As fake news e os insultos contra o Congresso e o Supremo, por ferirem, inclusive, a independência e autonomia do Judiciário e o Estado de Direito, devem sujeitar aqueles que lhes propalam à responsabilização civil e criminal.

3/7/2020

Tem sido recorrente, nas mídias escrita e falada, a posição das hostes Bolsonaristas segundo a qual o STF estaria atentando contra as liberdades de expressão e de reunião, e o regime democrático, quando, no bojo do Inquérito 4781, Relator Ministro Moraes, determinou, e está a determinar, investigações tendentes a apurar supostos crimes praticados por pessoas e grupos contra a honorabilidade e segurança dele STF e de seus ministros. O inquérito colima também desbaratar a circulação das Fake News e eventuais financiamentos de tais atos.

Dita posição, ao nosso ver, está absolutamente equivocada.

Com efeito, como nenhum direito é absoluto, calha a conclusão de que as liberdades de expressão e de reunião (artigos 5º, IV, IX e XVI, e 220 , todos da CF), para serem exercidas, precisam sê-lo com razoabilidade e comedimento, sob pena de desembocarem em  abuso de direito (art. 187, do nosso Código Civil).

Efetivamente, com os olhos voltados para a dicção e inteligência do art. 187, do Código Civil Brasileiro, podemos afirmar, sem medo de errar, que aquele que, no exercício de um direito, “excede manifestamente os limites impostos pelo seu fim econômico e social, pela boa fé ou pelos bons costumes” comete ato ilícito (abuso de direito), cuja responsabilidade civil e penal emerge inconteste.

De seu turno, o artigo 13, 2, da Convenção Americana de Direitos Humanos, impõe restrições ao  exercício da liberdade, ao pontuar a necessidade, no exercício de um direito, de se assegurar: “a) o respeito aos direitos de reputação das demais pessoa ou b) a proteção da segurança nacional, da ordem pública, ou da saúde ou da moral pública”

Na nossa CF também se extrai a conclusão de que os direitos, inclusive e principalmente os de liberdades públicas, tais como as liberdades de expressão e reunião, devem ser exercidos com foco no princípio da razoabilidade\proporcionalidade.

A liberdade de expressão foi consagrada no STF, dentre outros julgados, na ADPF 130, Relator Ministro Carlos Britto.

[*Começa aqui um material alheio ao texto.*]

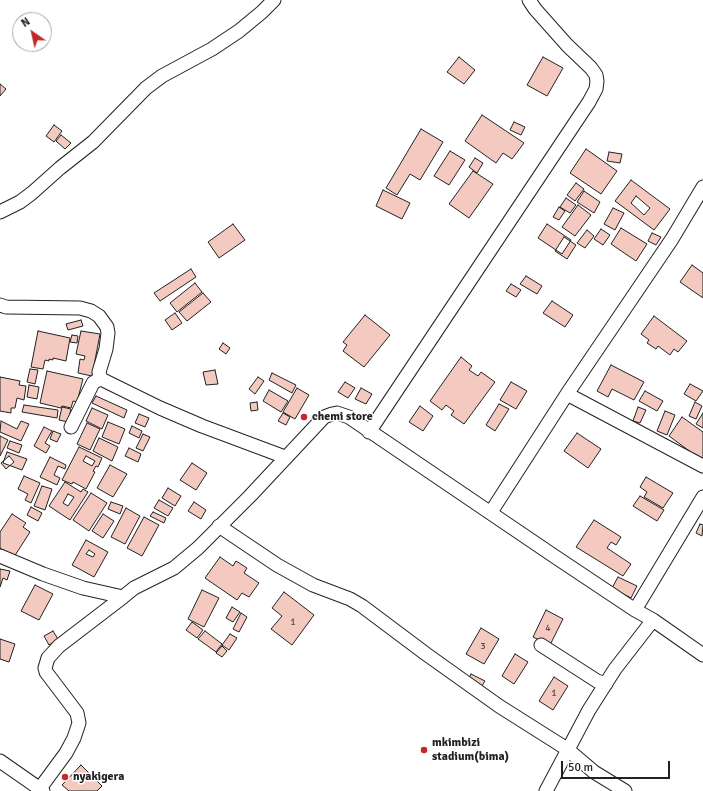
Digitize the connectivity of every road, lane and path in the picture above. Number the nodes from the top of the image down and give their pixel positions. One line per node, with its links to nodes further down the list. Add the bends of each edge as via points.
1 (274, 0): 4 (street, via 239,31 146,88 93,142 32,193)
2 (529, 0): 9 (street, via 591,68 598,81 596,89)
3 (703, 187): 7 (street, via 672,239)
4 (0, 212)
5 (0, 305): 6 (street, via 80,308 99,316 108,333 99,372)
6 (101, 379): 8 (street, via 93,383); 10 (street, via 167,411)
7 (567, 394): 11 (street); 13 (street)
8 (71, 428)
9 (369, 432): 10 (street, via 337,413 328,415); 13 (street)
10 (285, 457): 14 (street)
11 (703, 466)
12 (703, 497): 17 (street)
13 (491, 512): 17 (street)
14 (219, 526): 16 (street, via 174,568 134,588); 22 (street, via 277,565 313,585 362,606 499,706)
15 (0, 556): 16 (street, via 83,588)
16 (123, 597): 24 (street, via 59,646 47,660 46,672 77,713 79,723 66,753)
17 (635, 610): 18 (street)
18 (653, 620): 20 (street); 21 (street)
19 (540, 645): 21 (street, via 597,682)
20 (703, 655)
21 (606, 684): 22 (street, via 588,710)
22 (568, 749): 25 (street); 26 (street, via 594,772)
23 (0, 761): 24 (street)
24 (40, 790)
25 (546, 791)
26 (625, 791)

Diante de todo esse contexto, se pode asseverar que a censura prévia é totalmente vedada, sendo certo dizer que, por outro lado, é assegurada a responsabilidade civil e penal daquele que abusa do seu direito de liberdade de expressão e reunião, à luz do princípio  da razoabilidade.

A nossa Carta Política, em observância ao princípio da concordância prática, já estabelece algumas restrições à liberdade, tal como a prevista na CF, art. 5º/ V e IX.

No caso em tela, diante do que vem de ser exposto, é licito afirmar que as fake news e os insultos contra o Congresso e o Supremo, por ferirem, inclusive, a independência e autonomia do Judiciário e o Estado de Direito, devem sujeitar aqueles que lhes propalam à responsabilização civil e criminal. De fato, tais pessoas, a par de atentarem com o estado de direito, a democracia e República, excederam, e podem ainda exceder, os limites impostos pelo artigo 187 do CCB, na sua parte final.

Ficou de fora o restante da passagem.